··· Data shown

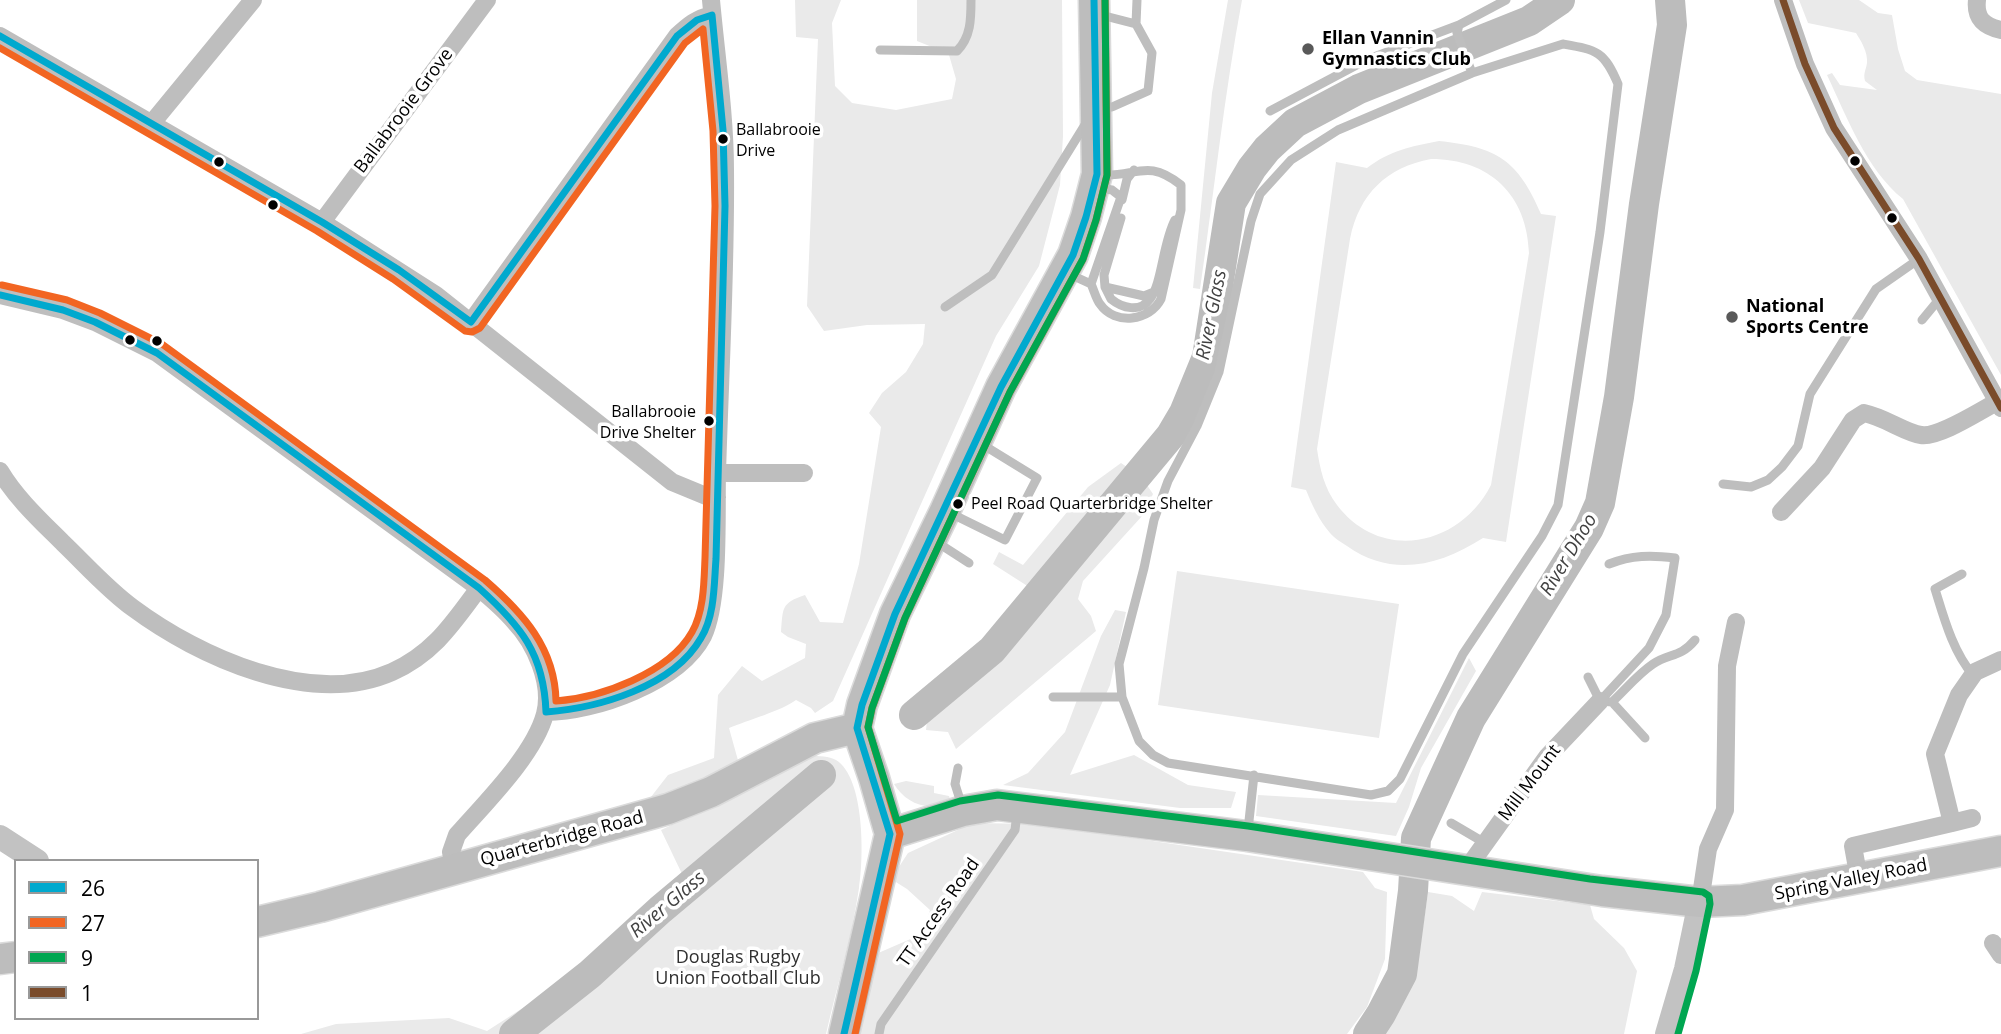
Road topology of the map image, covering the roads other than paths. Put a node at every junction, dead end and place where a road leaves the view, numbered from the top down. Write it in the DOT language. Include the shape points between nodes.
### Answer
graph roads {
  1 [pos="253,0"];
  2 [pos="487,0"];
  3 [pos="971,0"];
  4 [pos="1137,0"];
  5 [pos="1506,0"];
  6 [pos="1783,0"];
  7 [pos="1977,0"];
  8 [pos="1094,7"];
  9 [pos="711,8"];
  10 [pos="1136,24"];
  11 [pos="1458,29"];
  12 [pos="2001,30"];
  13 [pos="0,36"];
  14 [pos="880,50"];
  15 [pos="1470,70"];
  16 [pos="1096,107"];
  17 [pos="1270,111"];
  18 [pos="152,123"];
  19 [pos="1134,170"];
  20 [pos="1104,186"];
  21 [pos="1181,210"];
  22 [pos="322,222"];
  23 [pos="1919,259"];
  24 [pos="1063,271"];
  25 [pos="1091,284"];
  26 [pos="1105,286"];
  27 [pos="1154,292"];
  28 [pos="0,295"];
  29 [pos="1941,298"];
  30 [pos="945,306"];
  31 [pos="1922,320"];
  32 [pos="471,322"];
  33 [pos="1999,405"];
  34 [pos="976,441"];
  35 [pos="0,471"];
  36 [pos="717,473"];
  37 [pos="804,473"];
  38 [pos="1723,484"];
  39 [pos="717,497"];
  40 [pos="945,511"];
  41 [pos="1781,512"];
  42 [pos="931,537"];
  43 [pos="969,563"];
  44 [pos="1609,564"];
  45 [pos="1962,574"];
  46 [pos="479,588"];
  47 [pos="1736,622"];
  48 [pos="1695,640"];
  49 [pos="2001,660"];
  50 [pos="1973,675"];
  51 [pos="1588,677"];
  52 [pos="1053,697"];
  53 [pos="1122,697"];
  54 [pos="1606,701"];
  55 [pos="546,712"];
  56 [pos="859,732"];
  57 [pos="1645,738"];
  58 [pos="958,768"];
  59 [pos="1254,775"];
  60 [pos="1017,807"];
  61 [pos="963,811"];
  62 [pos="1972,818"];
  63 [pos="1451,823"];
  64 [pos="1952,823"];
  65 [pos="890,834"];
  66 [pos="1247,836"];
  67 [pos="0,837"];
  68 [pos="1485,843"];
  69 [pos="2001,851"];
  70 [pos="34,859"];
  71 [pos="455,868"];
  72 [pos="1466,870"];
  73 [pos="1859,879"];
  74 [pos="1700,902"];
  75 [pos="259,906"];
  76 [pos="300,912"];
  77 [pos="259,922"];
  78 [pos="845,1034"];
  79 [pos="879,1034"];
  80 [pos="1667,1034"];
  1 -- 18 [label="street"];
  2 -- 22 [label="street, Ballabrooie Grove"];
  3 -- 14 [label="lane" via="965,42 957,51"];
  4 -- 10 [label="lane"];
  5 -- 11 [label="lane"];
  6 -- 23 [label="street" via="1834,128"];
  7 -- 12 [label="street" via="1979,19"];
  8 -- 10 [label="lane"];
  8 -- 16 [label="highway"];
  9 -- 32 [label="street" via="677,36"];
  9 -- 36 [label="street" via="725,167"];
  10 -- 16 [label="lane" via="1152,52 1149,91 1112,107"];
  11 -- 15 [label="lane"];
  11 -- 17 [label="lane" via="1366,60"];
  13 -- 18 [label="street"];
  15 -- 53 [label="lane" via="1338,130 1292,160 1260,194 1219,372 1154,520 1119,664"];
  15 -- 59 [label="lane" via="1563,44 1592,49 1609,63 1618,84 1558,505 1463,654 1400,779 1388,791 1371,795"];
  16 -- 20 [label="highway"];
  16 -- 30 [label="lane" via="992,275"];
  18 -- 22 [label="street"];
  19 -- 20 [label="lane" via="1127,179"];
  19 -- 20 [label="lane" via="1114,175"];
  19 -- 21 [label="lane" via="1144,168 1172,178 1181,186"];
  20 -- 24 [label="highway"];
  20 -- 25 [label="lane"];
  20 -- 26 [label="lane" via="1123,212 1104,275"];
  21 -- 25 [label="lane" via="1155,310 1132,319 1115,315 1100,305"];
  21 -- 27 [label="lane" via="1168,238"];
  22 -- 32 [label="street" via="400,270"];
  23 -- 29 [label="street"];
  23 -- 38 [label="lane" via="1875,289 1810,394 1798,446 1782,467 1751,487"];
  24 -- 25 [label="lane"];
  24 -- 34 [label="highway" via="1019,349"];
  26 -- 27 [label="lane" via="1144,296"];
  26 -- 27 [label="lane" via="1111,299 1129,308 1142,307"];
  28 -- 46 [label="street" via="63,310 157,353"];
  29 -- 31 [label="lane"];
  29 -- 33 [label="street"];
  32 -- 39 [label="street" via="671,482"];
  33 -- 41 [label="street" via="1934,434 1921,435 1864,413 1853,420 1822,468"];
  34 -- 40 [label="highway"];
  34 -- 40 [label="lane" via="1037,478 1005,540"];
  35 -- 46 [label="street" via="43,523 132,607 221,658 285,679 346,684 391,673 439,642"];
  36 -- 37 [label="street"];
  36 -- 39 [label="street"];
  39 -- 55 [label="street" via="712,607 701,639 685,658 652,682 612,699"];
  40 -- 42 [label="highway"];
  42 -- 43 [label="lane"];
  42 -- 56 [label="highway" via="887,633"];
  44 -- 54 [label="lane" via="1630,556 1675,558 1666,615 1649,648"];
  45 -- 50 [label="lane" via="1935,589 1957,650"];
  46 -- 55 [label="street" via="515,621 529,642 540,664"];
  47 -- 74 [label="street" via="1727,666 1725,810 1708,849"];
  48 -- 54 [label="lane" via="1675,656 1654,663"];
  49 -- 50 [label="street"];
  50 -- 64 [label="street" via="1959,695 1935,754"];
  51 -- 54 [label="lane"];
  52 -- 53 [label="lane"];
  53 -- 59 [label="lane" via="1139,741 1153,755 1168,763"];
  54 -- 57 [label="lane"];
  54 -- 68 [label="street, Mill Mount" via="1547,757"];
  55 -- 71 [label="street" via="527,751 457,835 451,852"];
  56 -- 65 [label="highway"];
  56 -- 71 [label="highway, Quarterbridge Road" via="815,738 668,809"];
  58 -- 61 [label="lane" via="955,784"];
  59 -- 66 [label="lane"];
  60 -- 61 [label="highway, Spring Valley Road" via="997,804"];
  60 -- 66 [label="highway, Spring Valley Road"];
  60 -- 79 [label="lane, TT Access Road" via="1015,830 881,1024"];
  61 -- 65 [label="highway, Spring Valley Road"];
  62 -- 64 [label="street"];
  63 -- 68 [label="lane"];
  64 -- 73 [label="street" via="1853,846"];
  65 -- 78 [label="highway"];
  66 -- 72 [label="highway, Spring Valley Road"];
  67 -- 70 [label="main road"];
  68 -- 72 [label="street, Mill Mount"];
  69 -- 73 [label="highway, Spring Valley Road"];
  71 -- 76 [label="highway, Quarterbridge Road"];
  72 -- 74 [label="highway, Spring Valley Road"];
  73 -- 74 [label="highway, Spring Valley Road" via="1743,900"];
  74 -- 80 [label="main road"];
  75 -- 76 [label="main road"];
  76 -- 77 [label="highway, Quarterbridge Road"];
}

······
··· Data shown

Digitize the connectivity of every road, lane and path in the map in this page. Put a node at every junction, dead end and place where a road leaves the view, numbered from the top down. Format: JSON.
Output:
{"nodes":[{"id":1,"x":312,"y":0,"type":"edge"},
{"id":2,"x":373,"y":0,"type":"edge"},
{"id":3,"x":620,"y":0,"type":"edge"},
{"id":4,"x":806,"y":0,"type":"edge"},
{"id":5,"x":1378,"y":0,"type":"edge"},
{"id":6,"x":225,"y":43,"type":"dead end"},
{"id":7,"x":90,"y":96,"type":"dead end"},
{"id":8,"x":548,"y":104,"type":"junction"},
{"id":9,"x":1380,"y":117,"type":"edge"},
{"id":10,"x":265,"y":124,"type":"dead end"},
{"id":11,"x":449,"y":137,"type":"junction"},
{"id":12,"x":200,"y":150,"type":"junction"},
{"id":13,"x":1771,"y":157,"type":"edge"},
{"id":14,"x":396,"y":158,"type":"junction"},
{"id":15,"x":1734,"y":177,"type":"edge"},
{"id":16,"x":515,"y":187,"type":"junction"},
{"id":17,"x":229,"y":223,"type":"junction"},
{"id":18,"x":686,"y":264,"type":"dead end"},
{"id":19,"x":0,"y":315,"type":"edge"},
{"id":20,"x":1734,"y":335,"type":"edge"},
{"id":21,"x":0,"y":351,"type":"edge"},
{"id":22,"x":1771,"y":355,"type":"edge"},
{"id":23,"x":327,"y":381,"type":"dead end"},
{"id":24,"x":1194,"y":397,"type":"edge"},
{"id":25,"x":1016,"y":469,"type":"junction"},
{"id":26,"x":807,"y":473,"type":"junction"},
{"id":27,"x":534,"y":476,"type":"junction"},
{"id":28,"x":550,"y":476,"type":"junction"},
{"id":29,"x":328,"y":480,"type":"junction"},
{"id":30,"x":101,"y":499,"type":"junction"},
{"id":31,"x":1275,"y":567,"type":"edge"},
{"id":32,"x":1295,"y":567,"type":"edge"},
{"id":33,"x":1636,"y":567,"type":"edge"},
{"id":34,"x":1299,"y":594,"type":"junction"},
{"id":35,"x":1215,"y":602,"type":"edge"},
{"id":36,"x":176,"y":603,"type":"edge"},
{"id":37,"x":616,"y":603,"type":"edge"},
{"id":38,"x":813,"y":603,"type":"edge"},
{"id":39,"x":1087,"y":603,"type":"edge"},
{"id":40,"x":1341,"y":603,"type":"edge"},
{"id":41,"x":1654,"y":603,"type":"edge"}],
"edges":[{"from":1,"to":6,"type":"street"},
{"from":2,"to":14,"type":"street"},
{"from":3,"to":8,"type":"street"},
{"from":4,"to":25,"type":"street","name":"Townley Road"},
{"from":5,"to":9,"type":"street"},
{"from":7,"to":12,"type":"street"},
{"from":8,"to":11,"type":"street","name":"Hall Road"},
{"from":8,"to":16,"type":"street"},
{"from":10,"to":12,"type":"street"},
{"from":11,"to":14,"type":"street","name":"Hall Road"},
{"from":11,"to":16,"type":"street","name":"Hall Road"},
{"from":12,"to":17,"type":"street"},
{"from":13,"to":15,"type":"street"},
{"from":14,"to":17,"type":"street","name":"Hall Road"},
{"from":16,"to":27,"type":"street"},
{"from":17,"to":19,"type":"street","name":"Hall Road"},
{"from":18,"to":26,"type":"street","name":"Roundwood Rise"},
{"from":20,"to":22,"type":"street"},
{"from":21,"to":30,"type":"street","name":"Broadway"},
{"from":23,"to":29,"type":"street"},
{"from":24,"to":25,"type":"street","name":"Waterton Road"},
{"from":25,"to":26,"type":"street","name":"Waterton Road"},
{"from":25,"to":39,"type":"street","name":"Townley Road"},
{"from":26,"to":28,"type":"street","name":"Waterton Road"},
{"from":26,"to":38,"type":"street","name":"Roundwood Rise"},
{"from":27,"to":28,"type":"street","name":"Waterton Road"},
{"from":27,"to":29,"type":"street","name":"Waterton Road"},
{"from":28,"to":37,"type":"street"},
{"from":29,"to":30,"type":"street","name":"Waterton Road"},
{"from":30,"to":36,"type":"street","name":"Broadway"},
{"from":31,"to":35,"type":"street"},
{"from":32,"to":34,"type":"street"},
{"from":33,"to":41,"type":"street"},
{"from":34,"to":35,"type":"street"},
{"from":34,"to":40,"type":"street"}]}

······

## Required work
Go through the lines above and tally those with the string "Broadway". The total is all that is needed.

## Task solution
2